Deposed Little Emperors?

I'm seeing something of a pattern develop in my blog posts. NYTimes articles, China

It's been a day and a month since the 5/12 earthquake and I wished I had said something about this earlier but I have finally gotten around to it now. Though there has been much coverage of the earthquake, this article in from The Guardian, "Sichuan earthquake: Tragedy brings new mood of unity", will suffice to highlight some of the things I noticed about the earthquake response.

The outpouring of volunteerism surprised everyone. As in America, volunteers are generally people who can set aside some time and money (in lost income). This requires a certain amount of privilege. In China, this is generally college students because only the very smartest students can enter elite colleges and only their parents can pay for them. Zhang Qiyu interviewed in the article is a student at what the article called "an elite university in Beijing" and there are many in the capital. These examples in the Guardian article and others I have read give me great optimism that volunteerism will continue.

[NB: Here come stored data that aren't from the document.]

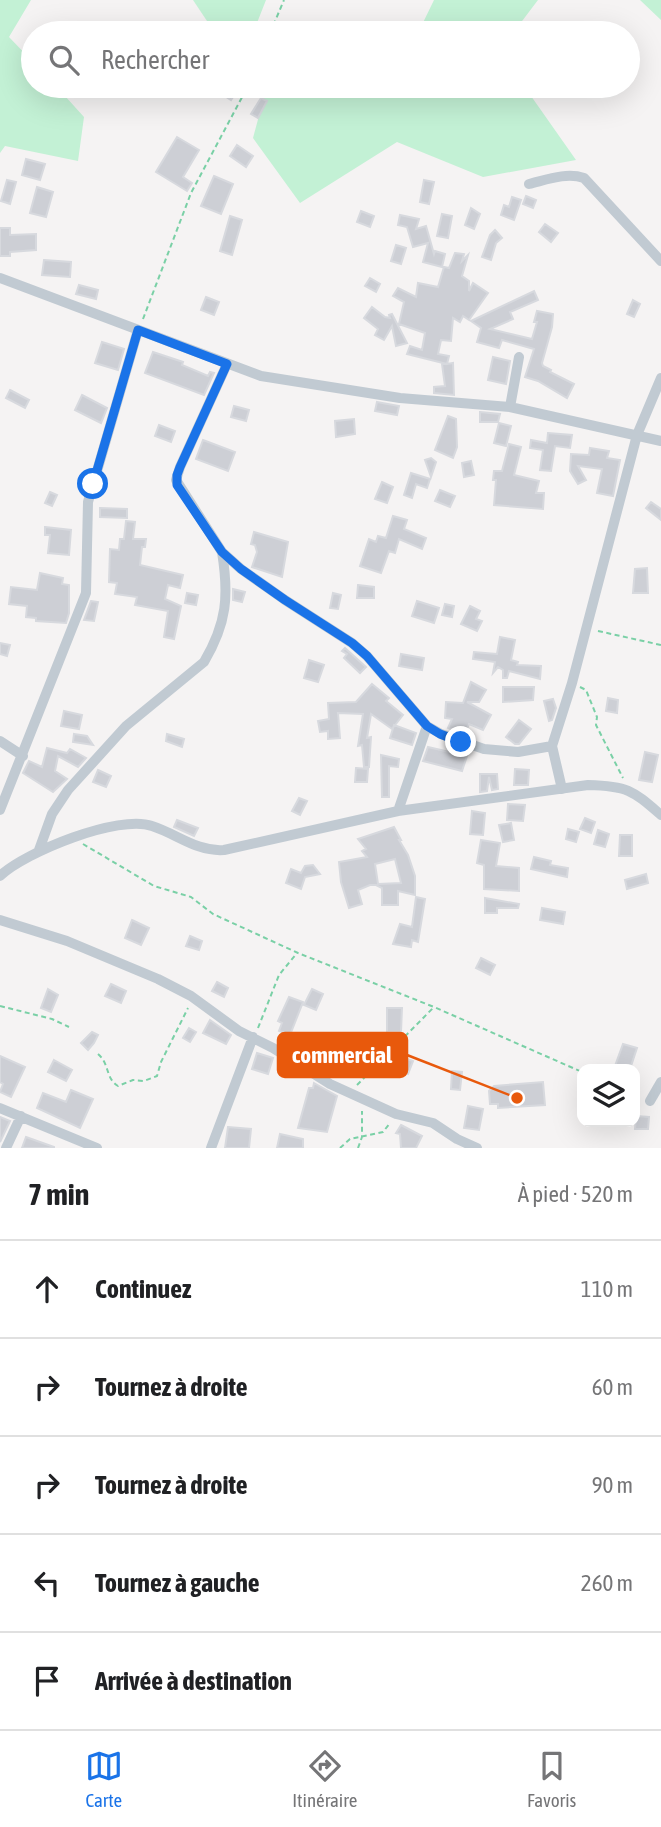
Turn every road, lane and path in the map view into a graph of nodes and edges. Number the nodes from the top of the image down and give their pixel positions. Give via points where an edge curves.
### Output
1 (284, 0) edge
2 (275, 21) edge
3 (242, 98) edge
4 (529, 184) dead end
5 (661, 261) edge
6 (0, 278) edge
7 (138, 330) junction
8 (519, 357) dead end
9 (227, 364) junction
10 (661, 378) edge
11 (510, 407) junction
12 (637, 435) junction
13 (661, 442) edge
14 (222, 552) junction
15 (586, 629) junction
16 (661, 645) edge
17 (572, 683) junction
18 (427, 726) junction
19 (0, 741) edge
20 (552, 746) junction
21 (23, 756) junction
22 (562, 789) junction
23 (631, 790) junction
24 (0, 810) edge
25 (398, 811) junction
26 (661, 816) edge
27 (74, 839) junction
28 (39, 850) junction
29 (0, 876) edge
30 (0, 920) edge
31 (298, 953) junction
32 (194, 998) junction
33 (0, 1006) edge
34 (434, 1007) junction
35 (69, 1027) dead end
36 (253, 1037) junction
37 (98, 1054) dead end
38 (577, 1070) edge
39 (661, 1082) edge
40 (348, 1093) junction
41 (363, 1100) junction
42 (650, 1101) dead end
43 (0, 1108) edge
44 (396, 1114) junction
45 (21, 1116) junction
46 (362, 1137) junction
47 (6, 1148) edge
48 (97, 1148) edge
49 (211, 1148) edge
50 (340, 1148) edge
51 (358, 1148) edge
52 (477, 1148) edge

1 - 2 path
3 - 7 path via 191,193
4 - 5 street via 565,176 584,178
6 - 7 street
7 - 9 street
7 - 21 street via 88,502 86,593
8 - 11 street
9 - 11 street via 315,386
9 - 14 street via 176,480
10 - 12 street
11 - 12 street
12 - 13 street
12 - 15 street
14 - 18 street via 352,643
14 - 28 street via 227,599 204,663 127,726 68,790 52,814
15 - 16 path
15 - 17 street
17 - 20 street
17 - 23 path via 586,690 596,725
18 - 20 street via 497,752
18 - 25 street
19 - 21 street
20 - 22 street
21 - 24 street
22 - 23 street via 588,785
22 - 25 street
23 - 26 street
25 - 27 street via 224,850 202,849 140,824
27 - 28 street
27 - 31 path via 154,886 191,897 213,914
28 - 29 street
30 - 32 street via 67,941
31 - 34 path
31 - 36 path via 279,975
32 - 36 street
32 - 37 path via 151,1080 118,1086 111,1082 105,1060
33 - 35 path
34 - 38 path
34 - 40 path
36 - 40 street
36 - 49 street
39 - 42 street
40 - 41 street
41 - 44 street
41 - 46 path
43 - 45 street
44 - 46 path via 383,1132
44 - 52 street via 433,1123
45 - 47 street
45 - 48 street
46 - 50 path via 350,1139
46 - 51 path

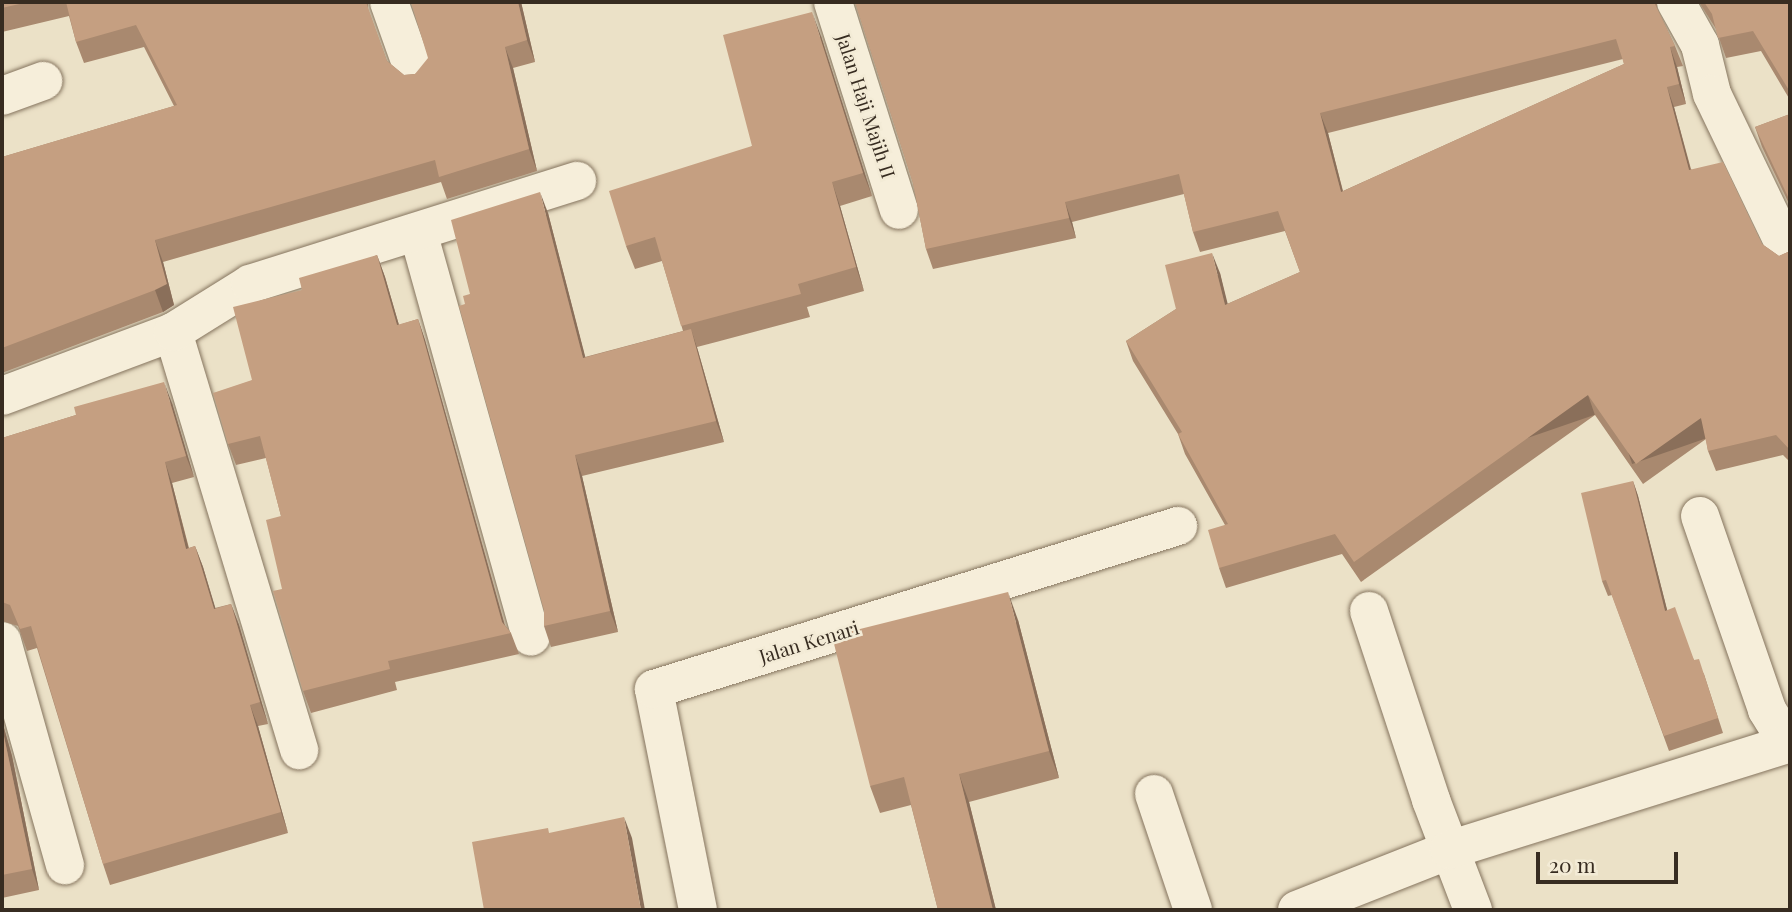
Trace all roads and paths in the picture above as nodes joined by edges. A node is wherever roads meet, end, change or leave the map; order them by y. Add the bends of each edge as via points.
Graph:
1 (389, 2) edge
2 (832, 2) edge
3 (1676, 2) edge
4 (415, 75) edge
5 (43, 81) dead end
6 (2, 96) edge
7 (577, 181) dead end
8 (899, 210) dead end
9 (418, 232) junction
10 (1788, 254) edge
11 (173, 332) junction
12 (2, 396) edge
13 (1700, 516) dead end
14 (1178, 526) dead end
15 (1369, 611) dead end
16 (531, 637) dead end
17 (2, 641) edge
18 (1789, 743) edge
19 (299, 750) dead end
20 (1154, 794) dead end
21 (1450, 850) junction
22 (65, 864) dead end
23 (698, 910) edge
24 (1193, 910) edge
25 (1297, 910) edge
26 (1473, 910) edge

1 - 4 street
2 - 8 street, Jalan Haji Majih II
3 - 10 street via 1700,46 1712,94
5 - 6 street
7 - 9 street
9 - 11 street via 250,284
9 - 16 street
11 - 12 street
11 - 19 street
13 - 18 street via 1767,710
14 - 23 street, Jalan Kenari via 654,690
15 - 21 street
17 - 22 street
18 - 21 street
20 - 24 street
21 - 25 street
21 - 26 street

In recent years much of China has become many times wealthier, which would suggest that there should be more people giving up their time and resource for others with no material benefit. But since the early 80s, urban dwellers have been prohibited from having more than one child per couple. I've heard a lot of criticsm of this population policy, that singletons are selfish and coddled by the attention of many grandparents and relatives, that it will strain the public social security system as all nations will low birthrates have a small workforce to support a large aging population. A journalist coined these singleton children "little emperors". So now the one-child generation ismaturing, going to college, and entering the world. By these examples of young people being involved in their community, I hope it will calm some of the concern about this competitive and self-centered generation.

I also hope that mental health will be given more weight in China as well. As part of the earthquake efforts, psychologists were available as well as physicians. There is in no way China has nearly enough psychologists, psychiatrists, and therapists to serve all the people's needs. In addition, it will take much time and effort to dimish the stigma of mental illness and to make people view mental illness as a legitimate condition.